* [Activity]: Among the entries below, please show each line that carries the word "tunnel".

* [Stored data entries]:
-=-=-
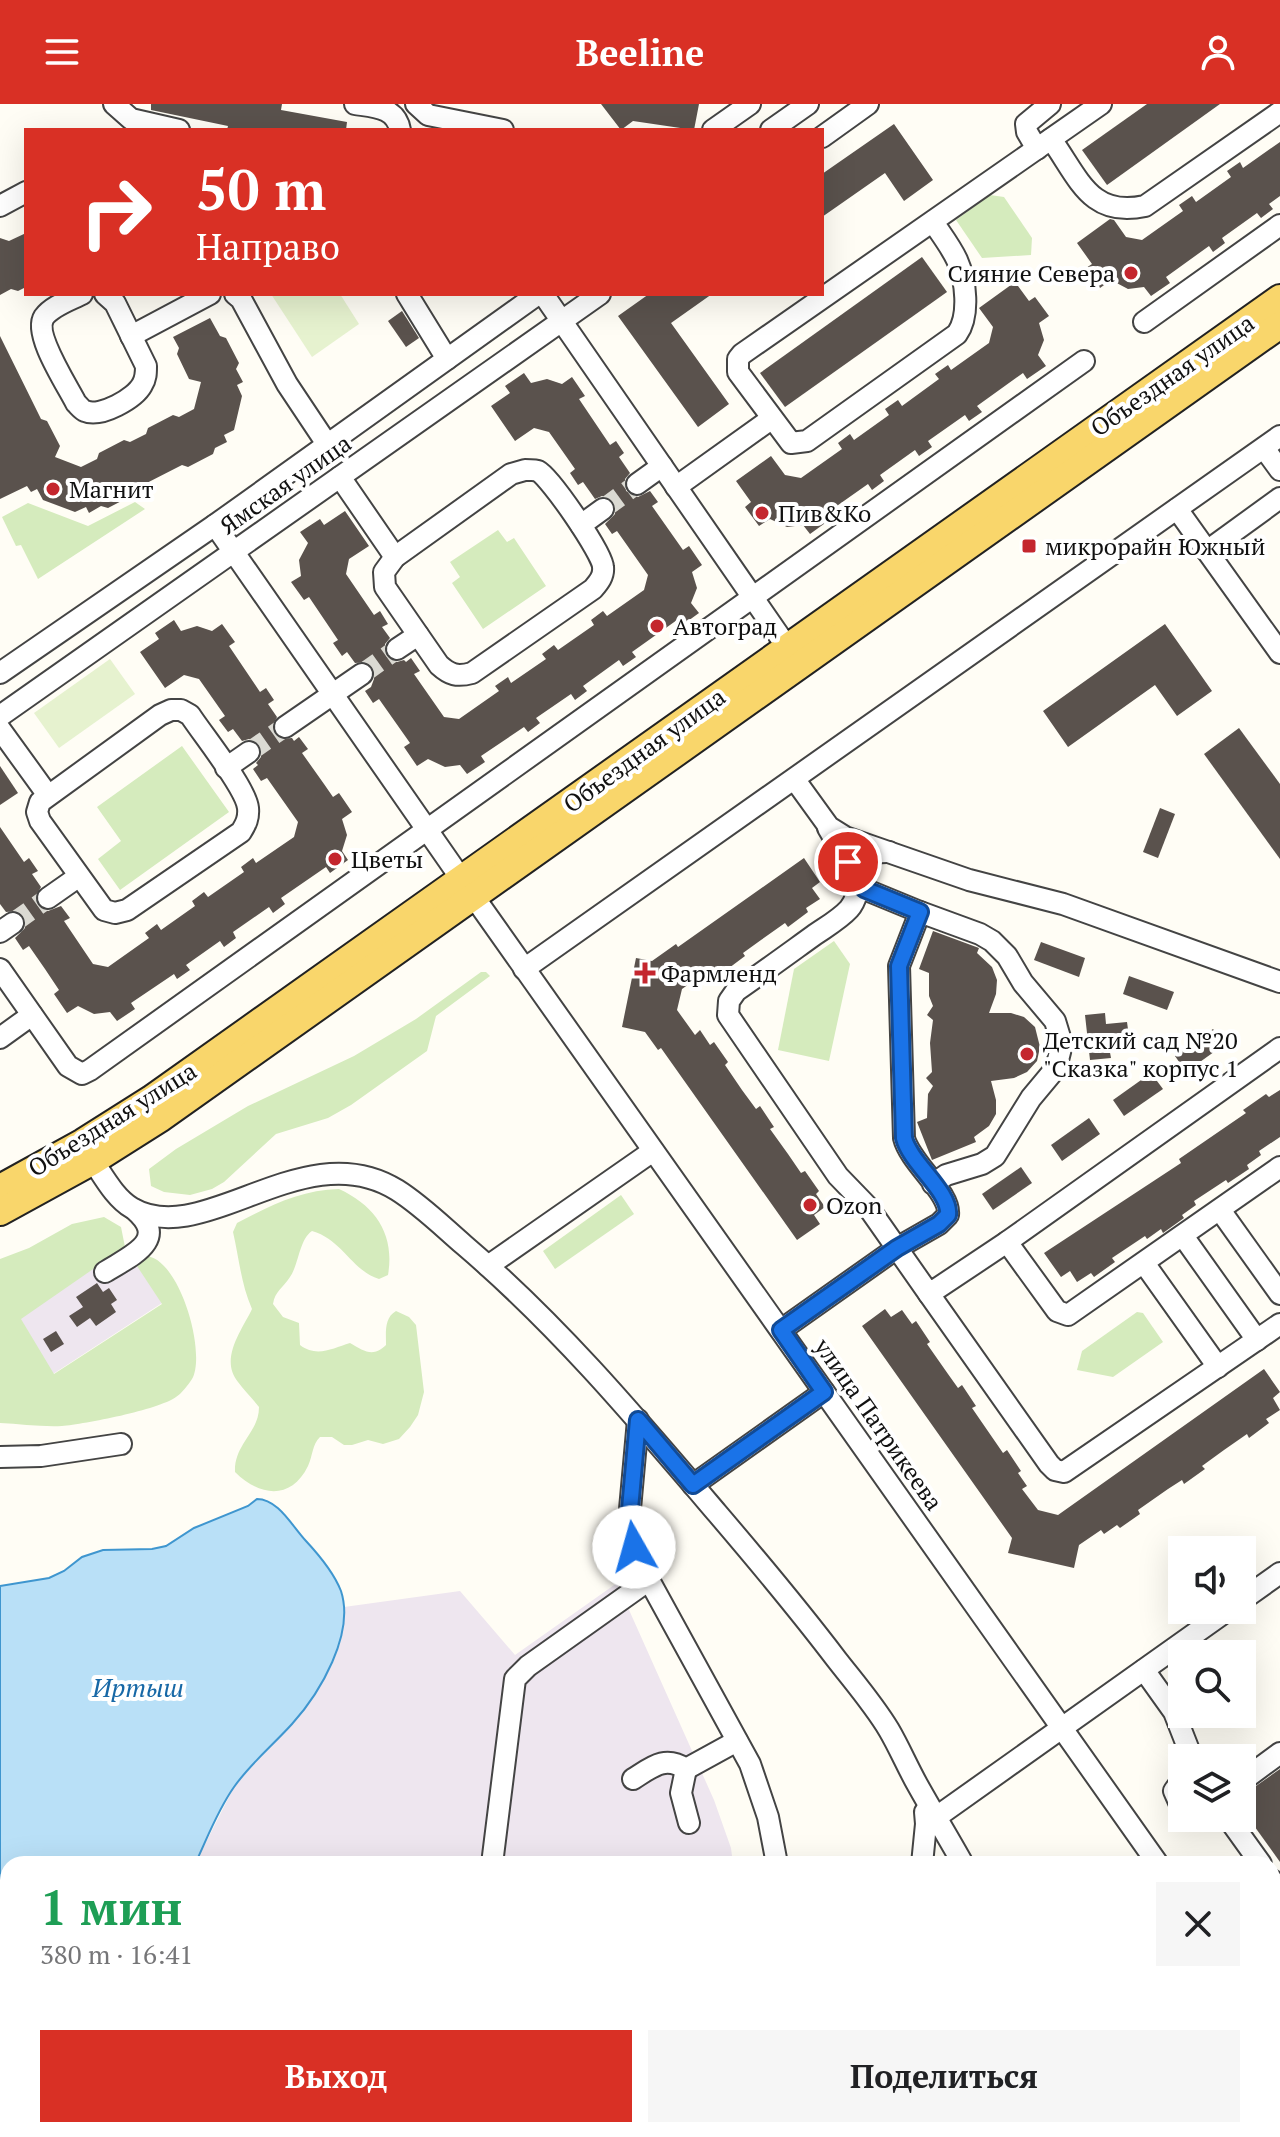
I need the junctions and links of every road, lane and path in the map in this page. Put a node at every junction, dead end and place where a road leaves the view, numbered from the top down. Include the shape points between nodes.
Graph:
1 (114, 104) edge
2 (355, 104) edge
3 (416, 104) edge
4 (750, 104) edge
5 (868, 104) edge
6 (1050, 104) edge
7 (1101, 104) edge
8 (804, 105) edge
9 (1280, 112) edge
10 (170, 128) edge
11 (399, 128) edge
12 (493, 128) edge
13 (716, 128) edge
14 (774, 128) edge
15 (824, 136) edge
16 (1044, 144) junction
17 (24, 193) edge
18 (0, 206) edge
19 (933, 222) junction
20 (1280, 225) edge
21 (78, 296) edge
22 (107, 296) edge
23 (206, 296) edge
24 (237, 296) edge
25 (408, 296) edge
26 (538, 296) edge
27 (543, 296) edge
28 (597, 296) edge
29 (1280, 298) edge
30 (562, 321) junction
31 (1144, 322) dead end
32 (1280, 325) edge
33 (131, 336) junction
34 (447, 359) junction
35 (1084, 361) dead end
36 (771, 419) junction
37 (1272, 442) edge
38 (327, 444) junction
39 (662, 466) junction
40 (1280, 470) edge
41 (340, 477) junction
42 (637, 484) tunnel mouth
43 (676, 487) junction
44 (1280, 498) edge
45 (603, 509) tunnel mouth
46 (1177, 509) junction
47 (215, 525) junction
48 (581, 525) junction
49 (1207, 551) junction
50 (233, 552) junction
51 (395, 557) junction
52 (752, 598) junction
53 (418, 635) junction
54 (397, 649) tunnel mouth
55 (1280, 653) edge
56 (793, 656) junction
57 (0, 673) edge
58 (362, 674) tunnel mouth
59 (332, 694) junction
60 (0, 716) edge
61 (285, 727) tunnel mouth
62 (0, 729) edge
63 (249, 752) tunnel mouth
64 (226, 768) junction
65 (795, 780) junction
66 (47, 794) junction
67 (822, 819) junction
68 (426, 829) junction
69 (889, 852) junction
70 (78, 877) junction
71 (860, 884) junction
72 (468, 888) junction
73 (48, 898) tunnel mouth
74 (920, 912) junction
75 (0, 969) edge
76 (524, 969) junction
77 (1280, 982) edge
78 (32, 1015) junction
79 (0, 1038) edge
80 (1280, 1048) edge
81 (653, 1151) junction
82 (88, 1152) junction
83 (1280, 1167) edge
84 (933, 1184) junction
85 (0, 1188) edge
86 (135, 1210) junction
87 (1220, 1210) junction
88 (0, 1212) edge
89 (1183, 1236) junction
90 (1007, 1242) junction
91 (897, 1248) junction
92 (1144, 1263) junction
93 (488, 1266) junction
94 (105, 1272) dead end
95 (929, 1294) junction
96 (1280, 1294) edge
97 (1280, 1324) edge
98 (781, 1330) junction
99 (1257, 1340) junction
100 (1218, 1367) junction
101 (824, 1392) junction
102 (638, 1420) junction
103 (121, 1444) dead end
104 (0, 1457) edge
105 (693, 1485) junction
106 (1280, 1573) edge
107 (649, 1580) junction
108 (1256, 1590) edge
109 (1208, 1624) edge
110 (1144, 1670) junction
111 (1061, 1728) junction
112 (737, 1741) junction
113 (1187, 1744) edge
114 (1280, 1753) edge
115 (686, 1769) junction
116 (1256, 1771) edge
117 (633, 1779) dead end
118 (931, 1821) junction
119 (689, 1823) dead end
120 (1238, 1832) edge
121 (493, 1856) edge
122 (775, 1856) edge
123 (924, 1856) edge
124 (957, 1856) edge
125 (1152, 1856) edge
126 (1255, 1856) edge

1 - 10 street via 131,119
2 - 11 street via 389,111
3 - 12 street via 428,115
4 - 13 street
5 - 15 street
6 - 16 street via 1026,124 1027,132
7 - 16 street
8 - 14 street
9 - 16 street via 1145,206 1131,209 1101,204
16 - 19 street
17 - 18 street
19 - 36 street via 738,359 738,372
19 - 36 street via 961,269 965,317 957,334 807,441 791,443
20 - 31 street
21 - 33 street via 51,310 41,334 83,411 100,412 142,385 146,366
22 - 33 street
23 - 33 street
24 - 38 street
25 - 34 street
26 - 34 street, Ямская улица
27 - 30 street
28 - 30 street, Ямская улица
29 - 56 main road, Объездная улица
30 - 39 street
30 - 41 street, Ямская улица
32 - 56 main road, Объездная улица
34 - 38 street, Ямская улица
35 - 52 street
36 - 43 street
37 - 40 street
37 - 46 street
38 - 47 street, Ямская улица
39 - 42 street
39 - 43 street
41 - 50 street, Ямская улица
41 - 51 street
43 - 52 street
44 - 49 street
45 - 48 street
46 - 49 street
46 - 65 street
47 - 50 street, улица Патрикеева
47 - 57 street, Ямская улица
48 - 51 street via 547,479 537,470 525,470 511,474
48 - 53 street via 601,555 601,580 472,673 449,674
49 - 55 street
50 - 59 street, улица Патрикеева
50 - 60 street, Ямская улица
51 - 53 street via 382,580
52 - 56 street
52 - 68 street
53 - 54 street
56 - 72 main road, Объездная улица
58 - 59 street
59 - 61 street
59 - 68 street, улица Патрикеева
62 - 66 street
63 - 64 street
64 - 66 street via 190,715 171,710
64 - 70 street via 249,810 241,832 127,910 104,910
65 - 67 street
65 - 76 street
66 - 70 street via 37,812 40,821
67 - 69 street via 845,837
67 - 71 street
68 - 72 street, улица Патрикеева
68 - 78 street via 82,1074 68,1066
69 - 71 street via 865,859 859,867
69 - 77 street via 1063,904
70 - 73 street
71 - 74 street
71 - 91 street via 847,911 732,995 728,1015 838,1176
72 - 76 street, улица Патрикеева
72 - 82 main road, Объездная улица via 161,1118
74 - 84 street via 899,966 904,1138
74 - 84 street via 992,941 1055,1021 1062,1044 1056,1068 995,1156
75 - 78 street
76 - 81 street, улица Патрикеева
78 - 79 street
80 - 90 street
81 - 93 street
81 - 98 street, улица Патрикеева
82 - 85 main road, Объездная улица
82 - 86 street
82 - 88 main road, Объездная улица
83 - 87 street
84 - 91 street via 948,1204 948,1215
86 - 93 street via 187,1216 305,1178 365,1176 399,1191
86 - 94 street via 148,1225 148,1240
87 - 89 street
87 - 96 street
89 - 92 street
89 - 99 street
90 - 92 street via 1061,1315 1073,1313
90 - 95 street
91 - 95 street
91 - 98 street
92 - 100 street
93 - 102 street
95 - 100 street via 1055,1470 1071,1470
97 - 99 street
98 - 101 street, улица Патрикеева
99 - 100 street
101 - 105 street
101 - 111 street, улица Патрикеева
102 - 105 street
102 - 107 street via 630,1526
103 - 104 street
105 - 118 street via 813,1628 888,1728
106 - 108 street
107 - 112 street
107 - 121 street via 515,1679
109 - 110 street
110 - 111 street
110 - 113 street via 1174,1712
111 - 118 street
111 - 125 street, улица Патрикеева
112 - 115 street
112 - 122 street via 759,1790
114 - 116 street
115 - 117 street via 659,1763
115 - 119 street via 681,1793
118 - 123 street
118 - 124 street
120 - 126 street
-=-=-
* [Your solution]:
42 (637, 484) tunnel mouth
45 (603, 509) tunnel mouth
54 (397, 649) tunnel mouth
58 (362, 674) tunnel mouth
61 (285, 727) tunnel mouth
63 (249, 752) tunnel mouth
73 (48, 898) tunnel mouth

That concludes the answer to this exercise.